[Stored data]
╔══
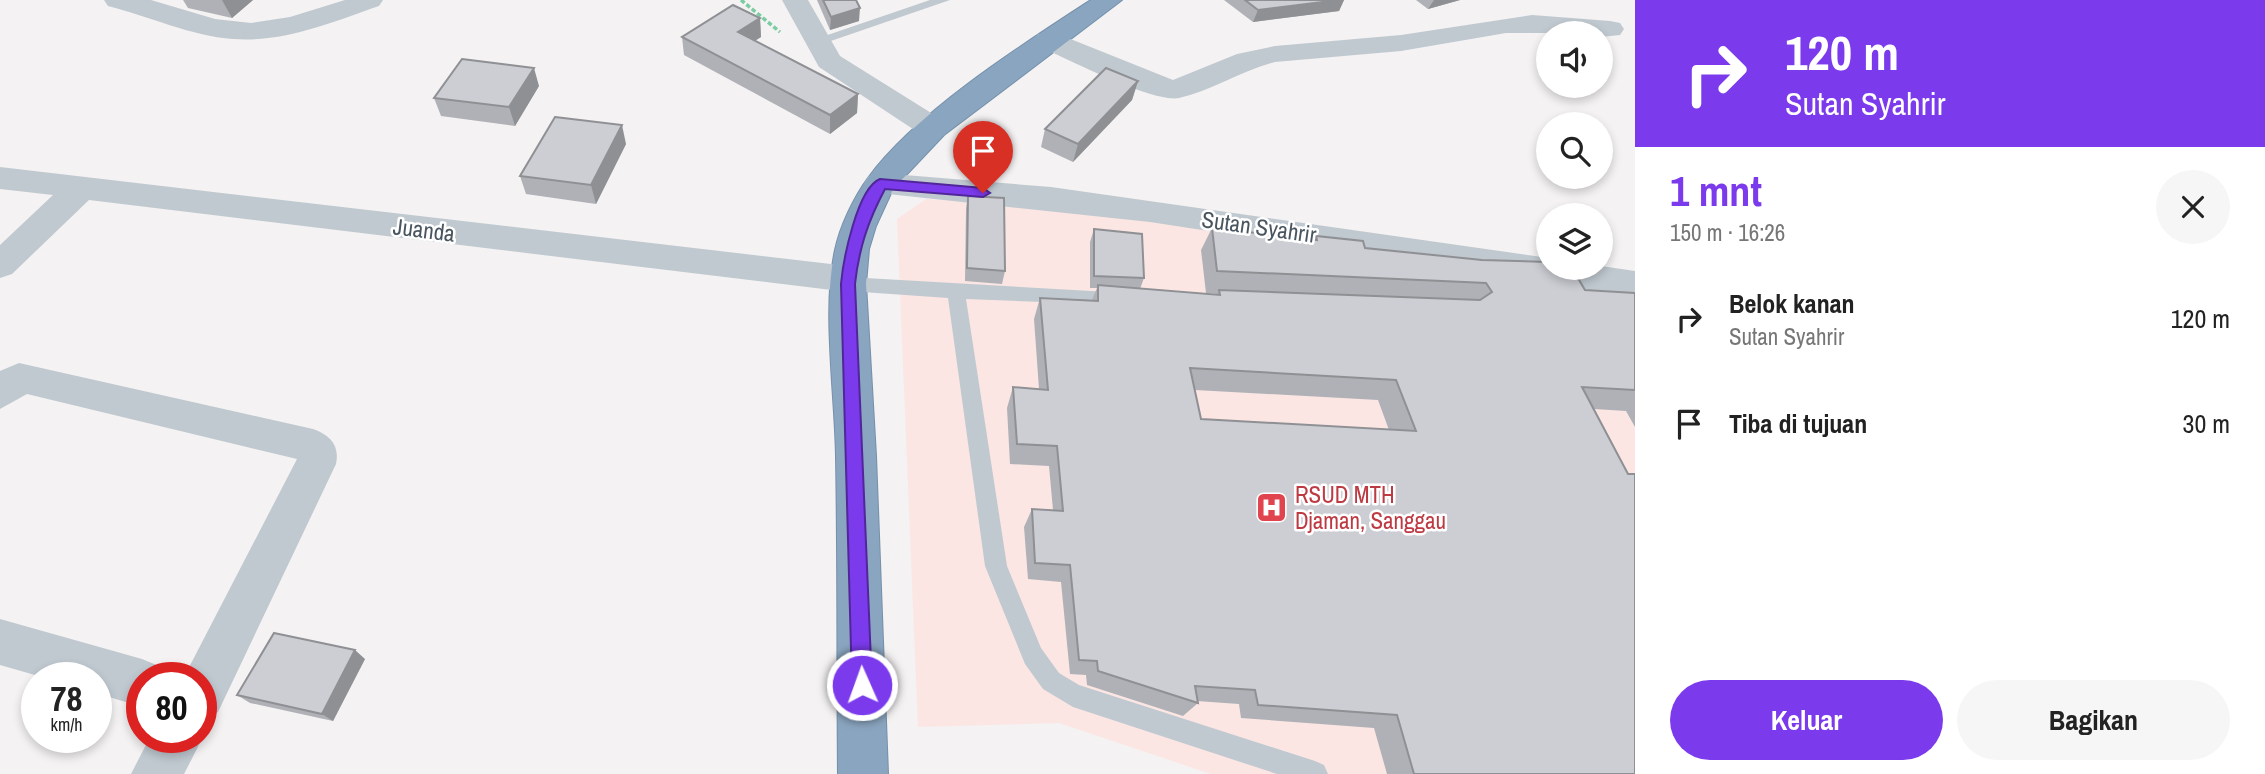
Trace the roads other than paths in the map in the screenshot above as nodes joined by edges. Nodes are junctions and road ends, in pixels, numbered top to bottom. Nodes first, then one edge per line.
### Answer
1 (117, 0) edge
2 (370, 0) edge
3 (795, 0) edge
4 (943, 0) edge
5 (1109, 0) edge
6 (1557, 0) edge
7 (337, 6) edge
8 (1594, 21) edge
9 (1536, 23) edge
10 (1613, 32) edge
11 (820, 40) junction
12 (1048, 40) junction
13 (1635, 44) edge
14 (933, 128) junction
15 (0, 178) edge
16 (880, 184) junction
17 (81, 188) junction
18 (0, 265) edge
19 (848, 282) junction
20 (1635, 284) edge
21 (956, 292) junction
22 (1134, 299) edge
23 (0, 393) edge
24 (0, 642) edge
25 (217, 663) edge
26 (126, 678) edge
27 (168, 753) edge
28 (156, 774) edge
29 (863, 774) edge
30 (1315, 774) edge

1 - 7 street
2 - 7 street
3 - 11 street
4 - 11 lane
5 - 12 highway
6 - 8 street
9 - 12 street
10 - 13 street
11 - 14 street
12 - 14 highway
14 - 16 highway
15 - 17 street, Juanda
16 - 19 highway
16 - 20 street, Sutan Syahrir
17 - 18 street
17 - 19 street, Juanda
19 - 21 lane
19 - 29 highway
21 - 22 lane
21 - 30 lane
23 - 25 street
24 - 26 street
27 - 28 street

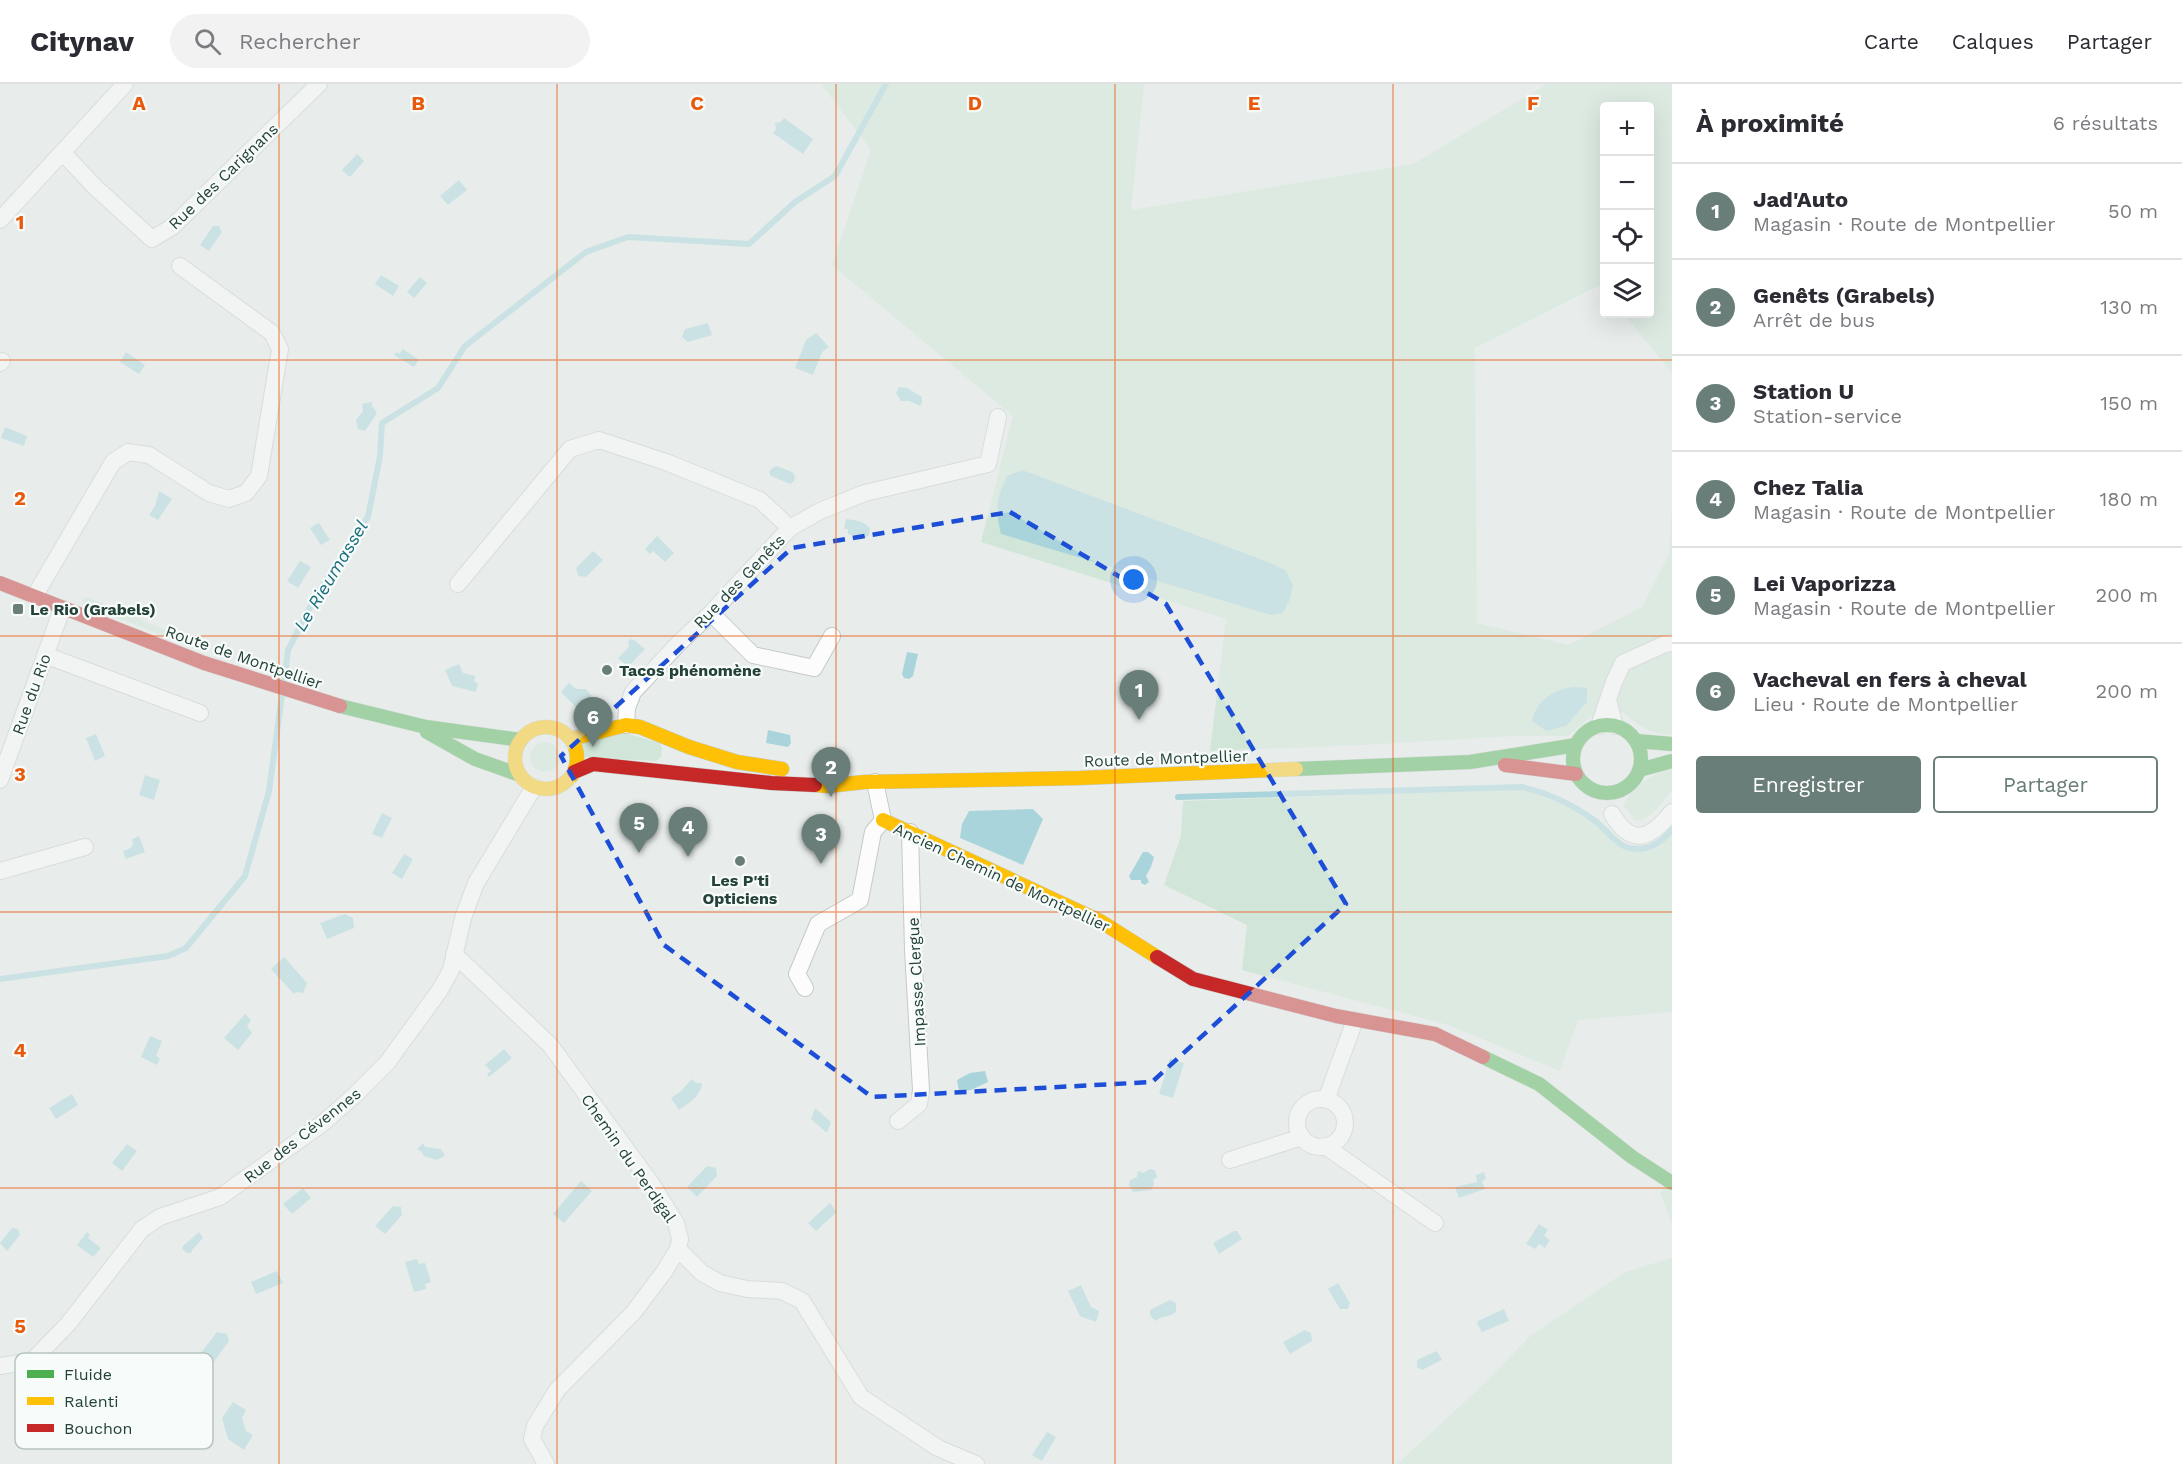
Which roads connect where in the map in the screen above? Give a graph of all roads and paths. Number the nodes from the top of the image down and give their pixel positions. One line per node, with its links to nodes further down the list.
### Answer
╚══
_Exercise objective_
In how many lines of the records does the word "roads" appear? Reply with the number only.

_Solution for this exercise_
2